▶ **MATERIAL SUPPLIED**:
Start of Block

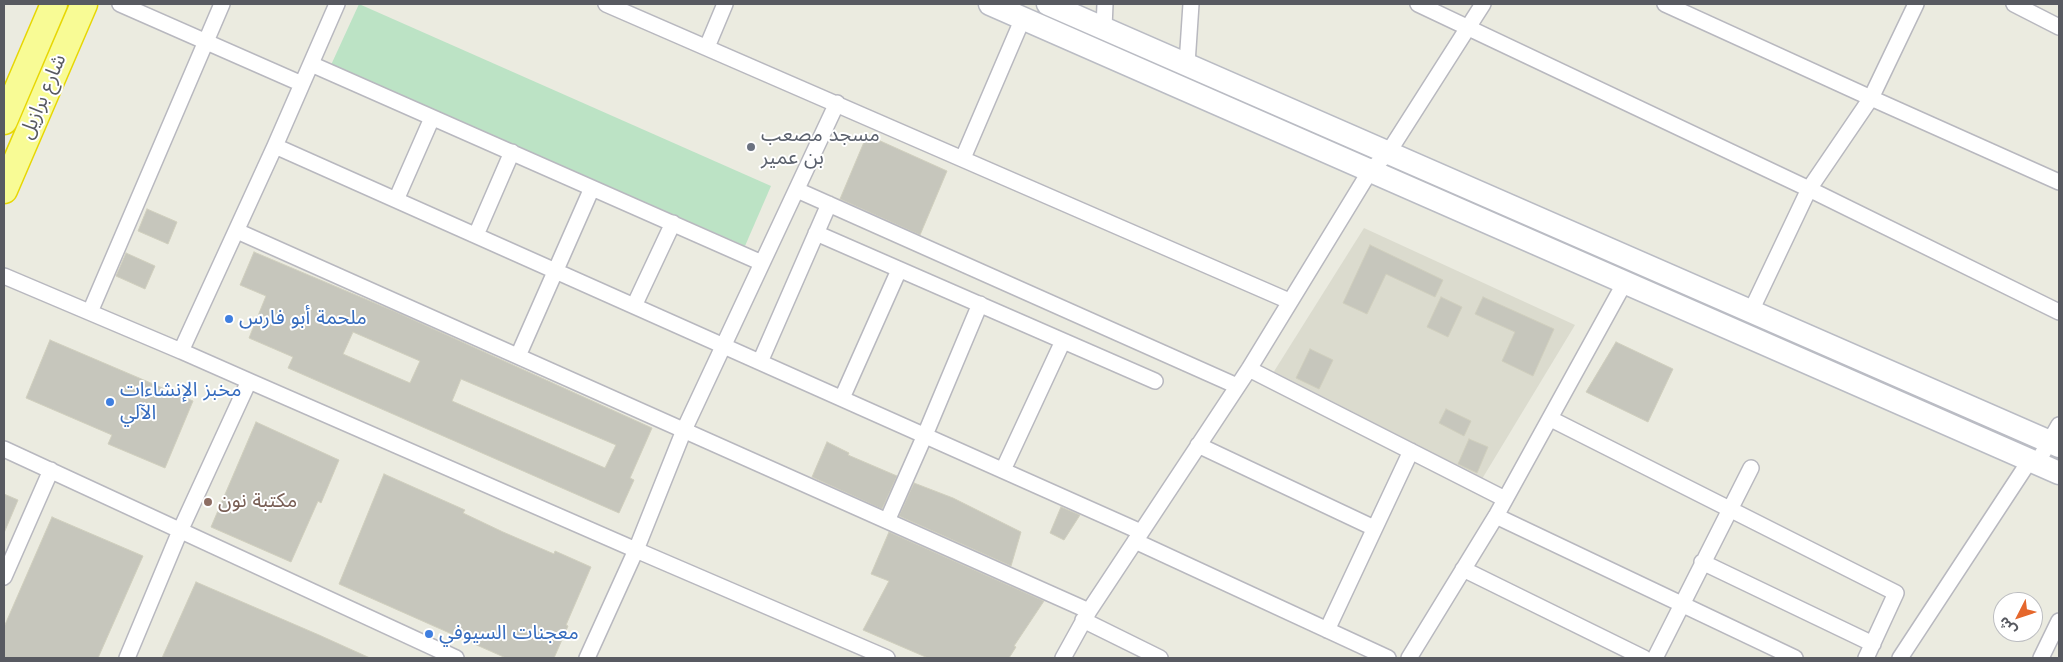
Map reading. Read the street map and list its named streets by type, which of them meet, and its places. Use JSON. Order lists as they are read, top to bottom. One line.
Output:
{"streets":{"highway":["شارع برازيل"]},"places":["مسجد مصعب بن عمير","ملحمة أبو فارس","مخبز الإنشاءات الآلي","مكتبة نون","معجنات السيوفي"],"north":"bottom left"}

End of Block
Start of Block

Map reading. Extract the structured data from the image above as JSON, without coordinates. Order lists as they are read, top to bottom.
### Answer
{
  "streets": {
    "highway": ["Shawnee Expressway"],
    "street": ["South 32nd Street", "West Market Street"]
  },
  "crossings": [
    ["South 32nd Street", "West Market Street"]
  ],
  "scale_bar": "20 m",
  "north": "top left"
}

End of Block
Start of Block

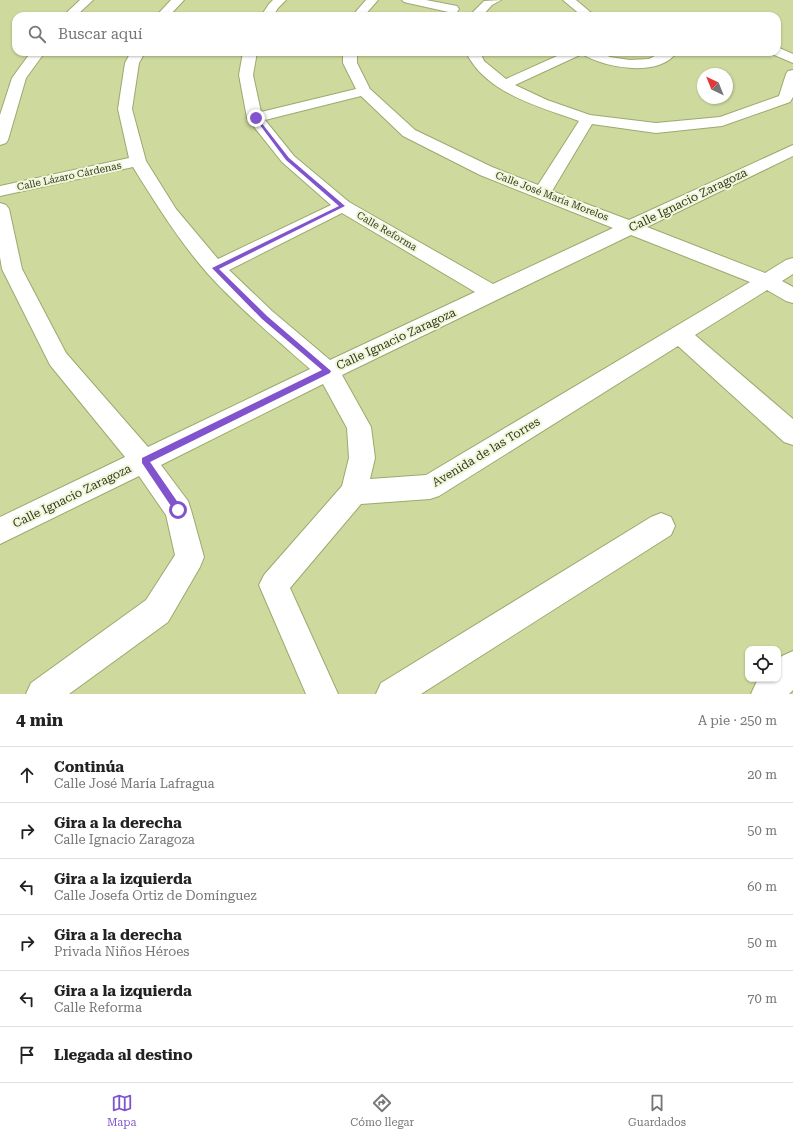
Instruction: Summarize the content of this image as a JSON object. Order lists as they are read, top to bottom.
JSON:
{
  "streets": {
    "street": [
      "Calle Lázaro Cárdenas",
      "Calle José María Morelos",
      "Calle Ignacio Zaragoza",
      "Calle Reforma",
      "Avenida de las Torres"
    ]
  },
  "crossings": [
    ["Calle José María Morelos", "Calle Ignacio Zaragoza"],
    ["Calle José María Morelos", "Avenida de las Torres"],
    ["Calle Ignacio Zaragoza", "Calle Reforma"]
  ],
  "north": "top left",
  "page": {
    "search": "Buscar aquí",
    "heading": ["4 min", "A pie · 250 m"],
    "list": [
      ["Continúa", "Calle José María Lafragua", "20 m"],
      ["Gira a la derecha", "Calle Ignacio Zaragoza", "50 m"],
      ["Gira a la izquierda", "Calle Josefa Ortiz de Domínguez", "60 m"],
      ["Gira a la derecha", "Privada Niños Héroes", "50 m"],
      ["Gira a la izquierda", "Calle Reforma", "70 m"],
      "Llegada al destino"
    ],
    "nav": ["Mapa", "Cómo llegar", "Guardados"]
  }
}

End of Block

▶ **REQUIREMENT**: Exactly how many lines in the listing above hold the string "image"? State the number by itself.

▶ **WRITTEN ANSWER**: 2